# Deep Bayesian Neural Networks for semi-supervised Representation Learning and Classification

## 1.Introduction

In recent years we witness plenty of breakthroughs powered by probablistic graphical model and deep learning, especially the power of deep generative models such as GAN or VAE. In this project we mainly explore the performances of autoencoder its counterpart: bayesian autorencoder. Besides learning the deep presentation and visualize the result to see whether the representation learned indeed makes sense, we also use the learned representation to perform classification problems. We aim to test whether these deep learning models indeed outperform their probablistic counterpart and whether edward can successfully infer the parameters in the model. The dataset we are using is MNIST, a widely used standard data set for image classification. 

In [None]:
# import all necessary libraries
%matplotlib inline
from edward.util import Progbar
import tensorflow as tf
from utils import (generator_xy, generator, 
                   load_data, accuracy, visulize,)
import random
import edward as ed
import numpy as np
from AE import encoder, decoder, mlp, NN_classifier
from observations import mnist
import matplotlib.pyplot as plt
from edward.models import Normal, Bernoulli, Categorical, Laplace
import pickle
import seaborn as sns
from sklearn.metrics import accuracy_score
plt.style.use('ggplot')

In [None]:
#A function that would randomly split the training and test set
#Default split proportion 0.8
def split_train_test(DATA, y, proportion=0.8):
    data_size = len(DATA)
    train_size = int(proportion * data_size)
    permutation = [i for i in range(data_size)]
    random.shuffle(permutation)
    train_DATA = DATA[permutation[:train_size]]
    train_label = y[permutation[:train_size]]
    test_DATA = DATA[permutation[train_size:]]
    test_label = y[permutation[train_size:]]
    return train_DATA, train_label, test_DATA, test_label

#Change the one hot representation to label
def categorical(y_one_hot):
    return np.argmax(y_one_hot, axis=1)

## Data

The data we are using are standard MNIST dataset: the data set contains 60,000 training image and testing image, each image is a hand written digit 0~9 (labeled) with size 28 * 28, each pixel being 0 (black) or 1 (white).

In [None]:
ed.set_seed(100)
sess = tf.InteractiveSession()
sess.as_default()
M = 12000
(x_train, y_train), (x_test, y_test) = mnist('./data')
y_train = tf.cast(y_train, tf.int32).eval()
y_test = tf.cast(y_test, tf.int32).eval()
x_train = x_train.astype('float32') / 255.
x_test = x_test.astype('float32') / 255.
x_train_AE = load_data('data/encoded_train_AE.pkl')
x_test_AE = load_data('data/encoded_test_AE.pkl')
x_train_BAE = load_data('data/encoded_train_BAE.pkl')
x_test_BAE = load_data('data/encoded_test_BAE.pkl')
x_train_generator = generator_xy([x_train,y_train], M)
x_train_generator_AE = generator_xy([x_train_AE, y_train], M)
x_train_generator_BAE = generator_xy([x_train_BAE, y_train], M)

In [None]:
num_of_class = 10

#### Data Visulization

In [None]:
visulize(10, x_train)

## 2.Models 

### Bayesian Autoencoder

Image of the model goes here

### Bayesian Logistics Regression

We will use bayesian logistics regression as a baseline.
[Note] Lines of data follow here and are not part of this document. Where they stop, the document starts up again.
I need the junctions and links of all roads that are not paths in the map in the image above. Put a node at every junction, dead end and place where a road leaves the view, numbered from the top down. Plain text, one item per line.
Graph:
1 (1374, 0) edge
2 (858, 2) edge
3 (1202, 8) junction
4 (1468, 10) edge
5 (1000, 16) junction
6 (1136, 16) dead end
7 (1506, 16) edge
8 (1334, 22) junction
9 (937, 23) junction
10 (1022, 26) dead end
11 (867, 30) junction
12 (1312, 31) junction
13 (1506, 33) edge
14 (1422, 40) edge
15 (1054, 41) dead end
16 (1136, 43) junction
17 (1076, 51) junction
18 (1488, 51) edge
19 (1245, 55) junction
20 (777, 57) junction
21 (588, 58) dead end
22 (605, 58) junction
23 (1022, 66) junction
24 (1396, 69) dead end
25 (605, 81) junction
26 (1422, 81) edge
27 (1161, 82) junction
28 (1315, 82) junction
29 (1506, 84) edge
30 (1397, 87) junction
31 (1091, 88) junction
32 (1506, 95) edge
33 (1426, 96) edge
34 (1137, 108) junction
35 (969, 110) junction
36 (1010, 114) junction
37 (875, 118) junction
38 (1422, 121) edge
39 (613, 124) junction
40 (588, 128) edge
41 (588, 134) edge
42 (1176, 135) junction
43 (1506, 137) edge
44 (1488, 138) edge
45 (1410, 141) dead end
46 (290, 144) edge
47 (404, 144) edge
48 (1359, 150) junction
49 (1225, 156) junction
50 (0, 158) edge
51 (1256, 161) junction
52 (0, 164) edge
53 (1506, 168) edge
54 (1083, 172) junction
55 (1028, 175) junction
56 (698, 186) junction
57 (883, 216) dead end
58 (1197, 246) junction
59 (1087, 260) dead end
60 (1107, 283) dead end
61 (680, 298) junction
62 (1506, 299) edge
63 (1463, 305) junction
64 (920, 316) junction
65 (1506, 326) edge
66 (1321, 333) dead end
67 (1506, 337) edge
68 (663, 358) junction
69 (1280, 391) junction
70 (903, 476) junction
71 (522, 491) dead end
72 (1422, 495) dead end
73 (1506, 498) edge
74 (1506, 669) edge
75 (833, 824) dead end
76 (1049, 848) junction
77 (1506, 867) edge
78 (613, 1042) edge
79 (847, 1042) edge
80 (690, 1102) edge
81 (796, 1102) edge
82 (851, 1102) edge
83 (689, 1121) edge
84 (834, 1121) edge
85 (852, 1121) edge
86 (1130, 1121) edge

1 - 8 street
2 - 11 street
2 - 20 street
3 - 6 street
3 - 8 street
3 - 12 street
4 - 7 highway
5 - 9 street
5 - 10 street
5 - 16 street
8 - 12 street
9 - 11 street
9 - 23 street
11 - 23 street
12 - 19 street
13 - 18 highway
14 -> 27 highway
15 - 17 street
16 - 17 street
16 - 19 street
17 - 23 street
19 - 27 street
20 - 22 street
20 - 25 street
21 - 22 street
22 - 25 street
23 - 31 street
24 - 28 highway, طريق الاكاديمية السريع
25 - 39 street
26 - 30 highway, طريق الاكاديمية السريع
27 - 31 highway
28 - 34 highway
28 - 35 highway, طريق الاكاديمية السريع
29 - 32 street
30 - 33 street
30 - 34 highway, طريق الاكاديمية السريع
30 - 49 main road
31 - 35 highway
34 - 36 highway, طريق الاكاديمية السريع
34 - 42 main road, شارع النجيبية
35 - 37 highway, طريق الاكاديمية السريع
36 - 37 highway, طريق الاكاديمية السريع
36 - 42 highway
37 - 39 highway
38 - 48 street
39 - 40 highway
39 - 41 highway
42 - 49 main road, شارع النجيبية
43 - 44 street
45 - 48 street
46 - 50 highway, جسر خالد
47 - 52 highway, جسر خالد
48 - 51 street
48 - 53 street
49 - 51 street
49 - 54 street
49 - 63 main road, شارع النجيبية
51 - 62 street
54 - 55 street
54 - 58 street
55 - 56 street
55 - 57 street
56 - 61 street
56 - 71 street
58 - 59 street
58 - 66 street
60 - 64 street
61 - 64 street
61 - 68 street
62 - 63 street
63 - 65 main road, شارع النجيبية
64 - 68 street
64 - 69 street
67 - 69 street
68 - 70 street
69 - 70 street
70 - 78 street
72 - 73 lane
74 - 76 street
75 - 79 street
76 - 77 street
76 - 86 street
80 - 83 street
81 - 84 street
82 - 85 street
The parameters are properly tuned, which is made convenient by edward. Particularly, we are interested in the relation of two model criticisms: accuracy, and the difference between prior and posterior parameter distribution.

In [None]:
# Input:
# qz: the distribution of the input variables, either latent/or not dimensions
#y_labels: the labels for this supervised learning
#latent_dim: the dimension of qz
#regression_coef_var: equivalent to regularization term
def bayesian_logistics_regression(qz, y_labels, latent_dim, regression_coef_var, prior, plot_loss=False):
    if prior == 'gaussian':
        regression_coef = Normal(loc=tf.zeros([num_of_class, latent_dim]), 
               scale=regression_coef_var * tf.ones([num_of_class, latent_dim]))
    elif prior == 'laplacian':
        regression_coef = Laplace(loc=tf.zeros([num_of_class, latent_dim]), 
               scale=regression_coef_var * tf.ones([num_of_class, latent_dim]))
    z = tf.placeholder(tf.float32, [qz.shape[0], latent_dim])
    y = Categorical(logits=tf.matmul(z, regression_coef, transpose_b=True))
    qcoeff = Normal(loc=tf.Variable(tf.random_normal([num_of_class, latent_dim])),
            scale=tf.nn.softplus(tf.Variable(tf.random_normal([num_of_class, latent_dim]))))
    inference = ed.KLqp({regression_coef: qcoeff}, data={z: qz, y: y_labels})
    inference.initialize(n_iter = 1000, n_samples = 5)
    tf.global_variables_initializer().run()        
    losses = []
    for _ in range(100):
        info_dict = inference.update(feed_dict={z: qz, y: y_labels})
        losses.append(info_dict['loss'])
    if plot_loss:
        plt.title('inference loss')
        plt.xlabel('iteration')
        plt.ylabel('loss')
        plt.plot(range(100), losses)
        plt.show()
    print('finished logistics regression')
    return qcoeff, regression_coef

In [None]:
#A wrapper for raw bayesian logistics regression
#return the area under the roc curve
def raw_bayesian_logistics_regression(regression_coef_var, DATA, labels, prior='gaussian', plot_loss=False):
    train_DATA, train_label, test_DATA, test_label = split_train_test(DATA, labels)
    dimension = DATA.shape[1]
    qcoef, coef_prior = bayesian_logistics_regression(train_DATA, train_label, dimension, regression_coef_var
                                                      , prior, plot_loss)
    n_samples = 100
    test_z = tf.placeholder(tf.float32, test_DATA.shape)
    probas = tf.reduce_mean(tf.stack([tf.sigmoid(tf.matmul(test_z, 
                                                           qcoef.sample(), 
                                                           transpose_b=True)) 
                                      for _ in range(n_samples)],axis=0), axis=0)
    score = probas.eval(feed_dict={test_z: test_DATA})
    y_pred = categorical(score)
    return accuracy_score(y_pred, test_label), qcoef, coef_prior

### Deep Bayesian Neural Network

In [None]:
# define model here
num_hidden = 100
D = 256
num_class = 10

W_0 = Normal(loc = tf.zeros([D, num_hidden]), scale = tf.ones([D, num_hidden]))
W_1 = Normal(loc = tf.zeros([num_hidden, num_class]), scale = tf.ones([num_hidden,num_class]))
b_0 = Normal(loc = tf.zeros(num_hidden), scale = tf.ones(num_hidden))
b_1 = Normal(loc = tf.zeros(num_class), scale = tf.ones(num_class))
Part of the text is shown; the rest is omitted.